Cole, Slade, and Fearne confront Magson. She theorizes that Cole is undergoing time loops due to his contact with the time displacement machine and the creature also apparently retains memories from previous loops. She also admits that a side effect of the time displacement machine is that it alters the DNA of anybody that uses it, which is what results in a high fatality rate but also what caused the mutation in Amanda's body that created the creature. When the trio demands that they leave the facility, Magson reveals they are currently located 10,000 meters beneath the ocean, and the only way to leave is via an escape pod that will take two hours to arrive from the surface. She then tells the trio that the time displacement machine is malfunctioning and drawing too much power from the reactor, which will cause a cascade failure that will destroy the facility in one hour.

Cole is forced to head down to the lab level to reactivate the life support system so Magson can access the time displacement machine's override. After restoring oxygen and evading the creature again, Cole finds a prototype time displacement gun as well as videos showing he is actually one of the test subjects who managed to survive. He angrily confronts Slade and Fearne, who admit he arrived in the facility six months ago as a test subject, and one of the side effects of the time displacement machine is memory loss. Magson then stabs Fearne and locks them in the lab, intending to escape by herself. Slade uses the prototype gun to breach the lab while Cole attempts to save Fearne's life, with him succeeding or failing depending on his relationship with her. The survivors then make their way to the escape pod, where they find Magson slain by the creature. At this point, the endings diverge based on whether Fearne is alive or not.

If Fearne is dead, Cole and Slade attempt to fight the creature, with Slade being mortally wounded. Cole can then either destroy the time displacement machine or reset it in hopes of looping back to the point where he was first put into the time displacement machine.
- If Cole decides to reset the machine, Slade takes the opportunity to leave in the escape pod. Unfortunately, the reset point causes Cole to enter a shorter time loop where he's endlessly killed by the creature.
- If Cole decides to destroy the machine, he attempts to leave in the escape pod, only for Slade to attack and stab him to death. The escape pod suffers damage and explosively decompresses, killing Slade.

If Fearne survives, Slade is killed fighting the creature, leaving Cole with the choice to either try to kill the creature, or escape with Fearne.
- If Cole chooses to fight, he manages to apparently kill the creature, but the escape pod automatically detaches with Fearne inside, leaving him stranded.
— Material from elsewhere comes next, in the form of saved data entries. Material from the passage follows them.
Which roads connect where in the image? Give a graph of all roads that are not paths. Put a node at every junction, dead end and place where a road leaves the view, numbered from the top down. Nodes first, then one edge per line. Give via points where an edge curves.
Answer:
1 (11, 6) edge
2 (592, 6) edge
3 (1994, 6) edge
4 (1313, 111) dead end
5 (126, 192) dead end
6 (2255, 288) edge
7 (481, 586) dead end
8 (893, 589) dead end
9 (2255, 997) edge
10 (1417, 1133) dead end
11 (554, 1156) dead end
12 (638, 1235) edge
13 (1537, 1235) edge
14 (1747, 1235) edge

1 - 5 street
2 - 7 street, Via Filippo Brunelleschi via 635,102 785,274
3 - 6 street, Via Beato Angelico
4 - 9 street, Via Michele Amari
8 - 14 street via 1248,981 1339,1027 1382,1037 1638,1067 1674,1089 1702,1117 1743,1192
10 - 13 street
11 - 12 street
Some time later, it's revealed the creature has assimilated Cole into its body.
- If Cole chooses to escape, both he and Fearne manage to leave in the escape pod safely. However, the creature impersonates Slade's voice to call a rescue team.

== Development ==
Developer Dark Rift Horror was founded in York, England in 2015. Wales Interactive released Dead Reset for Windows, macOS, PlayStation 4 and 5, Xbox One and Series X/S, Android, iOS, and Nintendo Switch on September 11, 2025.

== Reception ==
Dead Reset received mixed reviews on Metacritic. Despite their initial feeling that Dead Reset felt like an Alien clone, Bloody Disgusting enjoyed the story and found the various narrative paths to all be interesting. They praised the visuals, practical special effects, and acting, though they said the limited gameplay will probably appeal more to horror film fans than hardcore gamers. Nintendo Life found the gory death scenes amusing. Although they praised the story and production design, they were less impressed by the acting and found the low budget distracting. They also experienced bugs on the Switch. Reviewing a preview, Nintendo World Report said they "broadly enjoyed" the early part of the story that they got to experience, and they praised the acting. PC Gamer, after playing a demo, called it "an utter riot" that was part Alien, The Evil Dead, and Stargate SG-1.